> **Directions**
Scan the entries below for the word "Crepe" and copy every line where it turns up.

•••

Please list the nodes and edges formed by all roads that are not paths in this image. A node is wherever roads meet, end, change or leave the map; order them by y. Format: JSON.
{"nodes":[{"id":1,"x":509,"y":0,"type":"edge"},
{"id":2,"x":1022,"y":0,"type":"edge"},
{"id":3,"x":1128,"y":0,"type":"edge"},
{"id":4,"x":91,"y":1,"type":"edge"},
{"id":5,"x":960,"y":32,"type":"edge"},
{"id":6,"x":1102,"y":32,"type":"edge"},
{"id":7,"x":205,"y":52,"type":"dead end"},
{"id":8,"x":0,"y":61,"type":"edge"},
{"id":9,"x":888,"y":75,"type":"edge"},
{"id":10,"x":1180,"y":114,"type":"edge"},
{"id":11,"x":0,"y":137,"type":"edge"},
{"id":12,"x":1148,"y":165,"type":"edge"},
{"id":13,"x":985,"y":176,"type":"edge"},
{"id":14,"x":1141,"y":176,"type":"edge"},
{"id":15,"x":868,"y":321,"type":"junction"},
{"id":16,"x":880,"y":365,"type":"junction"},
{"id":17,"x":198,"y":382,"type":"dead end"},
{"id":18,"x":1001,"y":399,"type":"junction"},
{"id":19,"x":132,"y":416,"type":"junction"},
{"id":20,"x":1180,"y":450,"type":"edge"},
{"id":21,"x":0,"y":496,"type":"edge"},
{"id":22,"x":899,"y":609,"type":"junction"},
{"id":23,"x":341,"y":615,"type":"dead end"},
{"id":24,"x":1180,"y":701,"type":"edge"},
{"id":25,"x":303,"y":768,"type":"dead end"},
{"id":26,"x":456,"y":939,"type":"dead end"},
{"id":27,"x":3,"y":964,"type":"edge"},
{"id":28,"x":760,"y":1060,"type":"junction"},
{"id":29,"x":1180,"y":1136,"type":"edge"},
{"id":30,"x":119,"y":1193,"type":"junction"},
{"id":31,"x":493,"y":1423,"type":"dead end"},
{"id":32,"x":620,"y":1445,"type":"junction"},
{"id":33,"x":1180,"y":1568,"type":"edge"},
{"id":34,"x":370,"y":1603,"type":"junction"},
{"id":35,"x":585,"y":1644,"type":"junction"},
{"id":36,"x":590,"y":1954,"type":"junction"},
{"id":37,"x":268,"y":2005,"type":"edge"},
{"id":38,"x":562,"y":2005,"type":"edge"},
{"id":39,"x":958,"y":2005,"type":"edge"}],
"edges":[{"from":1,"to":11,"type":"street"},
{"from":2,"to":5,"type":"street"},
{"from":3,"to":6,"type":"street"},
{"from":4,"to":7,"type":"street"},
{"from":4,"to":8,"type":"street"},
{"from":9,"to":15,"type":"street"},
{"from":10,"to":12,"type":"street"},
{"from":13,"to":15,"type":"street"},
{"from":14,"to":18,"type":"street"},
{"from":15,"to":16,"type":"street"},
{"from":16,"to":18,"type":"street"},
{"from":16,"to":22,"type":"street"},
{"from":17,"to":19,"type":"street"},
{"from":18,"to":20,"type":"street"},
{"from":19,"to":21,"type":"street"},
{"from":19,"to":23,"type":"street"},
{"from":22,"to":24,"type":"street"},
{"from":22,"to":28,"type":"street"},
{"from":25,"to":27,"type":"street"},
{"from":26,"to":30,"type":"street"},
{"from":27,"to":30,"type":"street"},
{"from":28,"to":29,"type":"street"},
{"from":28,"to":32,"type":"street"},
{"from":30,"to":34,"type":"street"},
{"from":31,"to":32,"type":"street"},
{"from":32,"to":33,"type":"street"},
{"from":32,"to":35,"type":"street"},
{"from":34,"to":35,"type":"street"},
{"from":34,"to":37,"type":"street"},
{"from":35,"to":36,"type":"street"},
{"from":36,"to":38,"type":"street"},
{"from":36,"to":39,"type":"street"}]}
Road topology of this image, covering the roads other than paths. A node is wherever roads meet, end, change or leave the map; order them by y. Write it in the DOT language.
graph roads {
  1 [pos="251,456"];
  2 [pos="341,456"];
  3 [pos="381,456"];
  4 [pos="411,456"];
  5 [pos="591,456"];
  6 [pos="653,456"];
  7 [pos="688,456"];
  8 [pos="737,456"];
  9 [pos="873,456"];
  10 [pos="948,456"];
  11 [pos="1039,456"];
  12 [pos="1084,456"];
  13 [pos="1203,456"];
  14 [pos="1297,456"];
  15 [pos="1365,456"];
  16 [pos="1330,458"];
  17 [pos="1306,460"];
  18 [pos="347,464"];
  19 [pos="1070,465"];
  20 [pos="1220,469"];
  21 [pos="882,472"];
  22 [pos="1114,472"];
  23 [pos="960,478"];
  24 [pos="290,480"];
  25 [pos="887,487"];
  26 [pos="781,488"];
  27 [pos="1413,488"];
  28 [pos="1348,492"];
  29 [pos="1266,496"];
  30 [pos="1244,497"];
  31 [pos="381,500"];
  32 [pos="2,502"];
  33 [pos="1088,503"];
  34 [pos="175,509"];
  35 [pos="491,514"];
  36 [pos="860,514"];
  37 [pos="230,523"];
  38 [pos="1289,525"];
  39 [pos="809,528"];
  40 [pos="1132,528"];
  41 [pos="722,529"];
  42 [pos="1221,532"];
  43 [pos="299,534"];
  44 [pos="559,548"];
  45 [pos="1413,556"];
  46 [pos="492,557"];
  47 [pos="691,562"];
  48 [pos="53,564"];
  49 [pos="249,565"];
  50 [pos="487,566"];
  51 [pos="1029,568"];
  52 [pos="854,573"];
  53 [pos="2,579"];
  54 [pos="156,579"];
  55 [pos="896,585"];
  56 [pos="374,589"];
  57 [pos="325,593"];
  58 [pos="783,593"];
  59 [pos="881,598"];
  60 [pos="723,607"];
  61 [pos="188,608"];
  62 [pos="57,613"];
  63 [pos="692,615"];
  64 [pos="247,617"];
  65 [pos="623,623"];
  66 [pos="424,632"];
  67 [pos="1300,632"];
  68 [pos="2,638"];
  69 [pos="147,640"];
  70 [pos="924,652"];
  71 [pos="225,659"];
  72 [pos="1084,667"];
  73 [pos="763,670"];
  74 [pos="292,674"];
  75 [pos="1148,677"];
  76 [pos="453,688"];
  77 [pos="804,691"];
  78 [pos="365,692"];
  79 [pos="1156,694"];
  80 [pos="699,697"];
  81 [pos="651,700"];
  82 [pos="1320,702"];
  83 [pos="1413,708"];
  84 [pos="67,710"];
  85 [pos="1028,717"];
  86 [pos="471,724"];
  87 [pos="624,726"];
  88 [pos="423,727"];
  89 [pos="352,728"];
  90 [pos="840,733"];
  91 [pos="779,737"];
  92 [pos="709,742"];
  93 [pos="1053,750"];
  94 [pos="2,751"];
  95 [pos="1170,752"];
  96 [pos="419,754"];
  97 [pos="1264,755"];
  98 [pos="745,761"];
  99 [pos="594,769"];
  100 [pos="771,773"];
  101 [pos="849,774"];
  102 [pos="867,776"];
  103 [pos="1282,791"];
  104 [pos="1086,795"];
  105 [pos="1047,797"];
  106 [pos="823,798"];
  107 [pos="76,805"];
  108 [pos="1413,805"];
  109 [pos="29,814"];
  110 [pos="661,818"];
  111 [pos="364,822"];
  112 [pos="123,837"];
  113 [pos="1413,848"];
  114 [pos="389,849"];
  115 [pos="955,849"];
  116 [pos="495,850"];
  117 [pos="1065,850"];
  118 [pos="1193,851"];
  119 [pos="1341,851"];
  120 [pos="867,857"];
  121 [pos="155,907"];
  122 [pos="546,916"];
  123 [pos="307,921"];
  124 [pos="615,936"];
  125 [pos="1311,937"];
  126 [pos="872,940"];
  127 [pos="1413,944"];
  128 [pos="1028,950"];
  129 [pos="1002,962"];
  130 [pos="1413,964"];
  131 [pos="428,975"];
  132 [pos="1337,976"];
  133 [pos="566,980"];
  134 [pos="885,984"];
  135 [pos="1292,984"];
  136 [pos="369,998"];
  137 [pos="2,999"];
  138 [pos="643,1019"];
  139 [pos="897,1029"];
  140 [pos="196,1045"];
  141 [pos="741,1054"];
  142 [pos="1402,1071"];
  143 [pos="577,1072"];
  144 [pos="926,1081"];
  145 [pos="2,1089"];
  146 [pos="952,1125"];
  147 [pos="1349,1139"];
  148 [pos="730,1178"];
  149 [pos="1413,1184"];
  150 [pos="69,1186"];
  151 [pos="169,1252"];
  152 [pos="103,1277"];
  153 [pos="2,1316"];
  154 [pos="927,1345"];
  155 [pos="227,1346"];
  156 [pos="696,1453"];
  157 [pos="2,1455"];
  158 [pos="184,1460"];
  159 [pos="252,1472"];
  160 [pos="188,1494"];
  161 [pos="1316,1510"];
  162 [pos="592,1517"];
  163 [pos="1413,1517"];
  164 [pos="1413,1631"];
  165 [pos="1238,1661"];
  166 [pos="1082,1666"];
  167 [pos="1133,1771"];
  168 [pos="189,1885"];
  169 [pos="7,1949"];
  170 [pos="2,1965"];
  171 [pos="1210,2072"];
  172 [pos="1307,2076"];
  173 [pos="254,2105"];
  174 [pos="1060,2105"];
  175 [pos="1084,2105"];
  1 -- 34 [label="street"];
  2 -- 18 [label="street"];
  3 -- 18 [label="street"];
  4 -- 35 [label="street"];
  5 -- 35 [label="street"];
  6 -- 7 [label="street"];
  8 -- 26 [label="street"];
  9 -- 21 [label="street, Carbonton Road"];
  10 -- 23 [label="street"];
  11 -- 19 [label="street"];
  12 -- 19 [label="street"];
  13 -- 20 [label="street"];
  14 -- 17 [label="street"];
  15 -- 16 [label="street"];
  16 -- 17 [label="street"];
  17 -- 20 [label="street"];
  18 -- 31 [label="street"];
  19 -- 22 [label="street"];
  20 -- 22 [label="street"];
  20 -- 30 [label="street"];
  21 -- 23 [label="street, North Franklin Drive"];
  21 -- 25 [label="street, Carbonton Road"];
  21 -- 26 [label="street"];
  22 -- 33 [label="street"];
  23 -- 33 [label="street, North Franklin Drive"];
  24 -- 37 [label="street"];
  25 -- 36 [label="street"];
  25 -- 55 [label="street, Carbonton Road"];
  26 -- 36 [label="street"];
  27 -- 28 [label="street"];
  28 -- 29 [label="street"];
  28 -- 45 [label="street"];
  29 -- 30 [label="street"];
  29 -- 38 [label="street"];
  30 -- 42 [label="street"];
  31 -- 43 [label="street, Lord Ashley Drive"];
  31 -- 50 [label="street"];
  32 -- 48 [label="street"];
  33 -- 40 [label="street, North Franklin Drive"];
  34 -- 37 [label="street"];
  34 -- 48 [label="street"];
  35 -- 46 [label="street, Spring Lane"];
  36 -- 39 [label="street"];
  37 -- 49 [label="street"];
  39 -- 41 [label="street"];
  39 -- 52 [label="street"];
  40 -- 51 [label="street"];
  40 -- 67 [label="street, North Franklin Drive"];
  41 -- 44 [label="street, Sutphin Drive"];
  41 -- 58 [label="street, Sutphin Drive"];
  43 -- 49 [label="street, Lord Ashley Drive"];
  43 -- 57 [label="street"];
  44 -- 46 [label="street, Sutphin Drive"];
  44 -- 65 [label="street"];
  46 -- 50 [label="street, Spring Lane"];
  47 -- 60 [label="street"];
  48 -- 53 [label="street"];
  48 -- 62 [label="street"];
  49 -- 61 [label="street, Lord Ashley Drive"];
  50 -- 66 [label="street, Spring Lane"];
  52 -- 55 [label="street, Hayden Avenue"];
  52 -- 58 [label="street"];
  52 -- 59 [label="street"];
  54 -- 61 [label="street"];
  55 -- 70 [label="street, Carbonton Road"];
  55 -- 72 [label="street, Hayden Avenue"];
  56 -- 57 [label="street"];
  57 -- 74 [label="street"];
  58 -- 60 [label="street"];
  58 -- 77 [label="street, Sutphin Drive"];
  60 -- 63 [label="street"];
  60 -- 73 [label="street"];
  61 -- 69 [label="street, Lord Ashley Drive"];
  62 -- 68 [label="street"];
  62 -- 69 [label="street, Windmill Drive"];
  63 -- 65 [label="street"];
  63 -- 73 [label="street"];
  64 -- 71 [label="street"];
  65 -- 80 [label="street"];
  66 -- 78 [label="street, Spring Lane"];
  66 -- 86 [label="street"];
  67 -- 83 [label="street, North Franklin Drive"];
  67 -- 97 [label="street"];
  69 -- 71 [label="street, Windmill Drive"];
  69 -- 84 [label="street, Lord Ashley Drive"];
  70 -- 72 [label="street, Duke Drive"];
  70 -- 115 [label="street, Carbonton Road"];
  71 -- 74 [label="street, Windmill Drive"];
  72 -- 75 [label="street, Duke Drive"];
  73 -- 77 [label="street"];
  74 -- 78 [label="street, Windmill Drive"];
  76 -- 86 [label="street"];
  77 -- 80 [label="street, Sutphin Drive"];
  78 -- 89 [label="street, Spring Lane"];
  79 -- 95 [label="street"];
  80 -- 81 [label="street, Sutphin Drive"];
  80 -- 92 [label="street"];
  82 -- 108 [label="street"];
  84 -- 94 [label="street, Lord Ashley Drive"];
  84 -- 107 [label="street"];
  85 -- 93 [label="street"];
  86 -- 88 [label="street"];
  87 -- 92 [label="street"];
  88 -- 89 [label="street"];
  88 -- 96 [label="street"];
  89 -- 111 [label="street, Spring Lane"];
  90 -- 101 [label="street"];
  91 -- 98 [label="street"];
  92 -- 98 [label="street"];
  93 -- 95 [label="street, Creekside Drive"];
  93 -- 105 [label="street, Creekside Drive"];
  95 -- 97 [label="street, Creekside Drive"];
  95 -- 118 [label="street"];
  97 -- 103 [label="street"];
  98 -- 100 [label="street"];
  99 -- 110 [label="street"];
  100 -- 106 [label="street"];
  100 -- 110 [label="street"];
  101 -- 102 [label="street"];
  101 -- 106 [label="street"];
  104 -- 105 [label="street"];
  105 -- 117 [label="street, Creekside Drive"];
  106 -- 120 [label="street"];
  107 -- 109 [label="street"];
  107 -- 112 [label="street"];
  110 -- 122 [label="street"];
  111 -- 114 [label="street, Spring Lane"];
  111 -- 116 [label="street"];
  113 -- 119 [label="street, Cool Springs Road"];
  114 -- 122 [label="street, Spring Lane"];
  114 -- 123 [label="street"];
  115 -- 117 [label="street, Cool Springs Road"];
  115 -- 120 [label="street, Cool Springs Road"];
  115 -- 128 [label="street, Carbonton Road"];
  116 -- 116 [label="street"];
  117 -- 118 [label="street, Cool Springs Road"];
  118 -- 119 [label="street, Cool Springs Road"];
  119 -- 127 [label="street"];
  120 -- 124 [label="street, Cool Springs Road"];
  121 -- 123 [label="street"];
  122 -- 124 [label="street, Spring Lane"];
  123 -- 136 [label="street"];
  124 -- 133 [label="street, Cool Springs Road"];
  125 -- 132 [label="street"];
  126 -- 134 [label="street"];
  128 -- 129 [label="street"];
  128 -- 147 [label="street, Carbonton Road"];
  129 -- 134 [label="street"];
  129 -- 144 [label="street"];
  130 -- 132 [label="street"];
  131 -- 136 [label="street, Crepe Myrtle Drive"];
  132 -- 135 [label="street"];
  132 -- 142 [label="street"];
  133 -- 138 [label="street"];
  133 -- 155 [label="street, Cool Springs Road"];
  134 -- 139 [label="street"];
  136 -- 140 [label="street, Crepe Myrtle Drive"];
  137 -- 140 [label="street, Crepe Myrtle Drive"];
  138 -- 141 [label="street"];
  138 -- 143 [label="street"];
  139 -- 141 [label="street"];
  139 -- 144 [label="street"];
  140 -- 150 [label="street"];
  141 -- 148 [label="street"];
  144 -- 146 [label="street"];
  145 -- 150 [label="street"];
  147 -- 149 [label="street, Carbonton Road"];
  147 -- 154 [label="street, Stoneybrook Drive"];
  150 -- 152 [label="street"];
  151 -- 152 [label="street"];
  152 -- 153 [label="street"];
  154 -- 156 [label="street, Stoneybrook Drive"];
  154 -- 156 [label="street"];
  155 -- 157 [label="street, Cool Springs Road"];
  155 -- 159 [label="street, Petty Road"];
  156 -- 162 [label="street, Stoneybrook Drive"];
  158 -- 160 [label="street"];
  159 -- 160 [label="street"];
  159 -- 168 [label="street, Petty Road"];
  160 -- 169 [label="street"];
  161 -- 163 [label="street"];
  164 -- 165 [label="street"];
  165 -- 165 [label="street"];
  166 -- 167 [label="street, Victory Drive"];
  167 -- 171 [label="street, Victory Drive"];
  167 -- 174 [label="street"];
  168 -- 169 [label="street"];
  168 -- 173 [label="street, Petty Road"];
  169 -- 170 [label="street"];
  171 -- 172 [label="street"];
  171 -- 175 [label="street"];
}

•••

> **Result**
  131 -- 136 [label="street, Crepe Myrtle Drive"];
  136 -- 140 [label="street, Crepe Myrtle Drive"];
  137 -- 140 [label="street, Crepe Myrtle Drive"];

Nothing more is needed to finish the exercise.